To examine the response of forest-dependent and generalist bird assemblages and feeding guilds to patch characteristics of forest fragments in the context of island biogeography and metapopulation theories in an area that supports high levels of species diversity and endemism. Location 

Dune, riverine, sand and swamp forest fragments in southern Mozambique’s Maputaland. Methods 

We recorded 20 forest-dependent and 69 generalist bird species at 220 survey points in 30 forest fragments that ranged in size from 5 to 7432 ha and that were 100 to 5100 m apart. We used linear regressions to relate the number of species to forest fragment size, isolation, perimeter, fractal dimension, shape and core area for frugivores, insectivores, granivores, nectarivores, carnivores and omnivores separately for forest-dependent and generalist bird assemblages. We tested for modality in occupancy frequency distributions of species in forest fragments and used the binary matrix temperature calculator to determine whether the assemblages had a nested structure separately for forest-dependent and generalist bird species. Results 

The number of forest-dependent and generalist bird species categorized into the feeding guilds varied independently from forest patch parameter values.

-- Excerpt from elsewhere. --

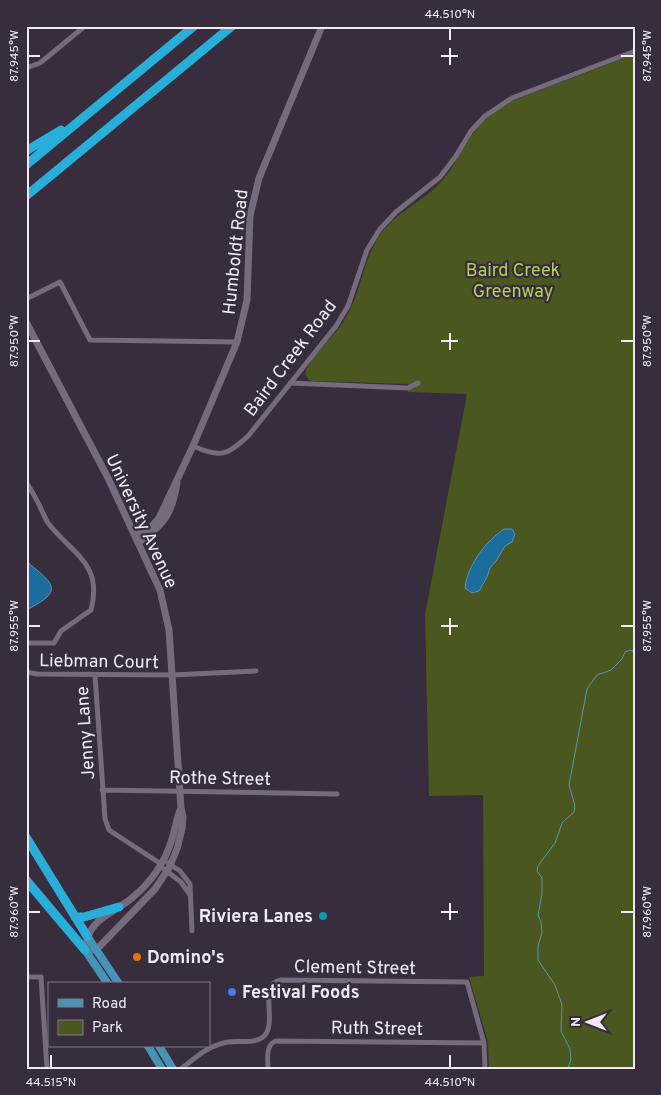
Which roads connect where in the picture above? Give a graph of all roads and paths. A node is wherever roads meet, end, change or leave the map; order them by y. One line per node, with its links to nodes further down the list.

Occupancy models showed a random distribution for forest-dependent birds, and generalists had a unimodal distribution. Both the forest-dependent and generalist bird assemblages had a non-nested structure. The presence of eight rare forest-dependent and four endemic bird species in 22 of the 30 fragments contributed to the non-nested structure of these bird assemblages. Main conclusions 

Fragmented forests did not induce the expected responses of the forest bird assemblages in that the number of species was not explained by patch characteristics, nor could we find evidence for metapopulation dynamics. Non-nestedness may be caused by the few rare and endemic species occupying forest fragments with a wide range of patch characteristics. Knowledge of the response of species to forest fragmentation can benefit conservation planning catering for rare and endemic species. Our study suggests that all forest fragments in the region may have to be included in a conservation network to complement existing landscape-based plans to protect the region.